Records provided -
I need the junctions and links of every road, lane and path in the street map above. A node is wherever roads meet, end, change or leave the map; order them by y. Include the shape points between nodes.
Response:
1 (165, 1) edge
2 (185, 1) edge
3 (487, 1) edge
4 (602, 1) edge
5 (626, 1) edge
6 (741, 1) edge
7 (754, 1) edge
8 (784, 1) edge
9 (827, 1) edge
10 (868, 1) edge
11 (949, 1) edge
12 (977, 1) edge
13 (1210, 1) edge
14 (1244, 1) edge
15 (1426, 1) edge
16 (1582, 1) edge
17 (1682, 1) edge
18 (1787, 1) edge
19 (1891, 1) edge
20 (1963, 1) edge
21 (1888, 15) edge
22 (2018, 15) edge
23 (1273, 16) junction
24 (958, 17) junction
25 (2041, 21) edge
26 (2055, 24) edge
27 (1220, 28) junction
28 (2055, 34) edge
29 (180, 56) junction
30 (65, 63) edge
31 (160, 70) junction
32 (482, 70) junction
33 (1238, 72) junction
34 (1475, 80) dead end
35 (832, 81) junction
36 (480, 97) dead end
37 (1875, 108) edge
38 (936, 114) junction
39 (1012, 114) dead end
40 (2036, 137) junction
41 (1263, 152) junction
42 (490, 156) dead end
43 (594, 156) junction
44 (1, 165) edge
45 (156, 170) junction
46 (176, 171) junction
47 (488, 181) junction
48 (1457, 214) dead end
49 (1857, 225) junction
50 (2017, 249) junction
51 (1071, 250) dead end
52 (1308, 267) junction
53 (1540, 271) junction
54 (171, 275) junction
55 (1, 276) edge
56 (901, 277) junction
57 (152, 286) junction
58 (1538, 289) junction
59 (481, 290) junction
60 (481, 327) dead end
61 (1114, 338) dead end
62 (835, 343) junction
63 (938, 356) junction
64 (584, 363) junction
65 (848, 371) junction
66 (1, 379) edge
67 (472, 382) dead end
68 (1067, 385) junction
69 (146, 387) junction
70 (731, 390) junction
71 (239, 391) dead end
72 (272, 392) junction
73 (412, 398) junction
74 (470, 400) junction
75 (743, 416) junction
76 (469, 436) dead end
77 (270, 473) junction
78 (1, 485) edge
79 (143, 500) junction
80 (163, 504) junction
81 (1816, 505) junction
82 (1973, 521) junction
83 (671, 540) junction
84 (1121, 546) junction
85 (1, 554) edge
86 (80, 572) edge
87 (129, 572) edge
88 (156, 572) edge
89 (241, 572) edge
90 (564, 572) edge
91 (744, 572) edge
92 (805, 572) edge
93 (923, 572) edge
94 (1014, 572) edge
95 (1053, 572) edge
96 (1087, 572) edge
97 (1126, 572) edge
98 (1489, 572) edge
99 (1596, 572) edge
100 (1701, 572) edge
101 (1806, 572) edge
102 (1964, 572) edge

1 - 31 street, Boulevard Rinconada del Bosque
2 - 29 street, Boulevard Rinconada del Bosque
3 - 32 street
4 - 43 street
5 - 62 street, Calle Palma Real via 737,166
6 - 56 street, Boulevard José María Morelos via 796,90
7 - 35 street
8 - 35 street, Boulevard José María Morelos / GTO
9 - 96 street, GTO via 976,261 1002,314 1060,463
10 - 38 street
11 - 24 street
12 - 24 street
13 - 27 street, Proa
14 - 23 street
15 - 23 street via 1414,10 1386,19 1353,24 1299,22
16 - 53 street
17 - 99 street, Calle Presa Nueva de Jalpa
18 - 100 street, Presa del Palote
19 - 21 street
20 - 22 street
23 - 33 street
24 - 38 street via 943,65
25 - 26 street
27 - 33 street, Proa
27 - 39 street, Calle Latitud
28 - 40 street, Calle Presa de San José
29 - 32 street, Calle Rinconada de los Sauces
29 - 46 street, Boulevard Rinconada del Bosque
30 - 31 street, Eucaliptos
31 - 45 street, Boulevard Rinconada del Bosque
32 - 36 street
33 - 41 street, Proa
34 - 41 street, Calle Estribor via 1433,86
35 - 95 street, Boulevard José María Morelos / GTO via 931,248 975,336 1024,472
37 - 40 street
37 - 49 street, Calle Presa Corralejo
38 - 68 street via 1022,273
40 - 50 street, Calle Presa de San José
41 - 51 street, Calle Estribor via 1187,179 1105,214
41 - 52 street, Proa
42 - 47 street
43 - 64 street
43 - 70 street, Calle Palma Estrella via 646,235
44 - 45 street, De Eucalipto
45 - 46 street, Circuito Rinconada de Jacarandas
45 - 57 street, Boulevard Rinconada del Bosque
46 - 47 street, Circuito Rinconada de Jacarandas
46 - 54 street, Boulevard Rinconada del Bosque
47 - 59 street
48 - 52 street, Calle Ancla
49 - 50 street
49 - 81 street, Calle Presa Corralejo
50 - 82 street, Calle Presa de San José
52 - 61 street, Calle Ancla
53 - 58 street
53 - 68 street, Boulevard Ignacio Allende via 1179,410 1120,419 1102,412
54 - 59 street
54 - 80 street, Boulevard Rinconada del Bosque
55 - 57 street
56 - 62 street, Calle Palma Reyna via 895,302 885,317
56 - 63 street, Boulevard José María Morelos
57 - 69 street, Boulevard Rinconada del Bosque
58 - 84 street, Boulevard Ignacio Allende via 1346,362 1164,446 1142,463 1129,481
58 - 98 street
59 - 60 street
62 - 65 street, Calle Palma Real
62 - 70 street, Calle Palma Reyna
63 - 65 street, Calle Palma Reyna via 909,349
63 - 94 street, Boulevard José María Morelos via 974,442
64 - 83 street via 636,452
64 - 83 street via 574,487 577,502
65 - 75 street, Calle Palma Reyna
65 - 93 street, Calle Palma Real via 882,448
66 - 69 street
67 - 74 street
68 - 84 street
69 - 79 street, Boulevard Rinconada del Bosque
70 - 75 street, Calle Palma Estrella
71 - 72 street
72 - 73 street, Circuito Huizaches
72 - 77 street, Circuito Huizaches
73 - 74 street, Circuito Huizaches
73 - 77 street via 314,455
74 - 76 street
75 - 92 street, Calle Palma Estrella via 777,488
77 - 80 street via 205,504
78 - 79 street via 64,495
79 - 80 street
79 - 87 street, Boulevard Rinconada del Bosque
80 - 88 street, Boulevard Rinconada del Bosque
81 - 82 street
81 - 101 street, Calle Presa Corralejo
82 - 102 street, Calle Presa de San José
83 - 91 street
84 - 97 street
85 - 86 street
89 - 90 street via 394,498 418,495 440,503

Assignment - Your reply must repeat the entries above exactly and in full.

Completed task -
I need the junctions and links of every road, lane and path in the street map above. A node is wherever roads meet, end, change or leave the map; order them by y. Include the shape points between nodes.
Response:
1 (165, 1) edge
2 (185, 1) edge
3 (487, 1) edge
4 (602, 1) edge
5 (626, 1) edge
6 (741, 1) edge
7 (754, 1) edge
8 (784, 1) edge
9 (827, 1) edge
10 (868, 1) edge
11 (949, 1) edge
12 (977, 1) edge
13 (1210, 1) edge
14 (1244, 1) edge
15 (1426, 1) edge
16 (1582, 1) edge
17 (1682, 1) edge
18 (1787, 1) edge
19 (1891, 1) edge
20 (1963, 1) edge
21 (1888, 15) edge
22 (2018, 15) edge
23 (1273, 16) junction
24 (958, 17) junction
25 (2041, 21) edge
26 (2055, 24) edge
27 (1220, 28) junction
28 (2055, 34) edge
29 (180, 56) junction
30 (65, 63) edge
31 (160, 70) junction
32 (482, 70) junction
33 (1238, 72) junction
34 (1475, 80) dead end
35 (832, 81) junction
36 (480, 97) dead end
37 (1875, 108) edge
38 (936, 114) junction
39 (1012, 114) dead end
40 (2036, 137) junction
41 (1263, 152) junction
42 (490, 156) dead end
43 (594, 156) junction
44 (1, 165) edge
45 (156, 170) junction
46 (176, 171) junction
47 (488, 181) junction
48 (1457, 214) dead end
49 (1857, 225) junction
50 (2017, 249) junction
51 (1071, 250) dead end
52 (1308, 267) junction
53 (1540, 271) junction
54 (171, 275) junction
55 (1, 276) edge
56 (901, 277) junction
57 (152, 286) junction
58 (1538, 289) junction
59 (481, 290) junction
60 (481, 327) dead end
61 (1114, 338) dead end
62 (835, 343) junction
63 (938, 356) junction
64 (584, 363) junction
65 (848, 371) junction
66 (1, 379) edge
67 (472, 382) dead end
68 (1067, 385) junction
69 (146, 387) junction
70 (731, 390) junction
71 (239, 391) dead end
72 (272, 392) junction
73 (412, 398) junction
74 (470, 400) junction
75 (743, 416) junction
76 (469, 436) dead end
77 (270, 473) junction
78 (1, 485) edge
79 (143, 500) junction
80 (163, 504) junction
81 (1816, 505) junction
82 (1973, 521) junction
83 (671, 540) junction
84 (1121, 546) junction
85 (1, 554) edge
86 (80, 572) edge
87 (129, 572) edge
88 (156, 572) edge
89 (241, 572) edge
90 (564, 572) edge
91 (744, 572) edge
92 (805, 572) edge
93 (923, 572) edge
94 (1014, 572) edge
95 (1053, 572) edge
96 (1087, 572) edge
97 (1126, 572) edge
98 (1489, 572) edge
99 (1596, 572) edge
100 (1701, 572) edge
101 (1806, 572) edge
102 (1964, 572) edge

1 - 31 street, Boulevard Rinconada del Bosque
2 - 29 street, Boulevard Rinconada del Bosque
3 - 32 street
4 - 43 street
5 - 62 street, Calle Palma Real via 737,166
6 - 56 street, Boulevard José María Morelos via 796,90
7 - 35 street
8 - 35 street, Boulevard José María Morelos / GTO
9 - 96 street, GTO via 976,261 1002,314 1060,463
10 - 38 street
11 - 24 street
12 - 24 street
13 - 27 street, Proa
14 - 23 street
15 - 23 street via 1414,10 1386,19 1353,24 1299,22
16 - 53 street
17 - 99 street, Calle Presa Nueva de Jalpa
18 - 100 street, Presa del Palote
19 - 21 street
20 - 22 street
23 - 33 street
24 - 38 street via 943,65
25 - 26 street
27 - 33 street, Proa
27 - 39 street, Calle Latitud
28 - 40 street, Calle Presa de San José
29 - 32 street, Calle Rinconada de los Sauces
29 - 46 street, Boulevard Rinconada del Bosque
30 - 31 street, Eucaliptos
31 - 45 street, Boulevard Rinconada del Bosque
32 - 36 street
33 - 41 street, Proa
34 - 41 street, Calle Estribor via 1433,86
35 - 95 street, Boulevard José María Morelos / GTO via 931,248 975,336 1024,472
37 - 40 street
37 - 49 street, Calle Presa Corralejo
38 - 68 street via 1022,273
40 - 50 street, Calle Presa de San José
41 - 51 street, Calle Estribor via 1187,179 1105,214
41 - 52 street, Proa
42 - 47 street
43 - 64 street
43 - 70 street, Calle Palma Estrella via 646,235
44 - 45 street, De Eucalipto
45 - 46 street, Circuito Rinconada de Jacarandas
45 - 57 street, Boulevard Rinconada del Bosque
46 - 47 street, Circuito Rinconada de Jacarandas
46 - 54 street, Boulevard Rinconada del Bosque
47 - 59 street
48 - 52 street, Calle Ancla
49 - 50 street
49 - 81 street, Calle Presa Corralejo
50 - 82 street, Calle Presa de San José
52 - 61 street, Calle Ancla
53 - 58 street
53 - 68 street, Boulevard Ignacio Allende via 1179,410 1120,419 1102,412
54 - 59 street
54 - 80 street, Boulevard Rinconada del Bosque
55 - 57 street
56 - 62 street, Calle Palma Reyna via 895,302 885,317
56 - 63 street, Boulevard José María Morelos
57 - 69 street, Boulevard Rinconada del Bosque
58 - 84 street, Boulevard Ignacio Allende via 1346,362 1164,446 1142,463 1129,481
58 - 98 street
59 - 60 street
62 - 65 street, Calle Palma Real
62 - 70 street, Calle Palma Reyna
63 - 65 street, Calle Palma Reyna via 909,349
63 - 94 street, Boulevard José María Morelos via 974,442
64 - 83 street via 636,452
64 - 83 street via 574,487 577,502
65 - 75 street, Calle Palma Reyna
65 - 93 street, Calle Palma Real via 882,448
66 - 69 street
67 - 74 street
68 - 84 street
69 - 79 street, Boulevard Rinconada del Bosque
70 - 75 street, Calle Palma Estrella
71 - 72 street
72 - 73 street, Circuito Huizaches
72 - 77 street, Circuito Huizaches
73 - 74 street, Circuito Huizaches
73 - 77 street via 314,455
74 - 76 street
75 - 92 street, Calle Palma Estrella via 777,488
77 - 80 street via 205,504
78 - 79 street via 64,495
79 - 80 street
79 - 87 street, Boulevard Rinconada del Bosque
80 - 88 street, Boulevard Rinconada del Bosque
81 - 82 street
81 - 101 street, Calle Presa Corralejo
82 - 102 street, Calle Presa de San José
83 - 91 street
84 - 97 street
85 - 86 street
89 - 90 street via 394,498 418,495 440,503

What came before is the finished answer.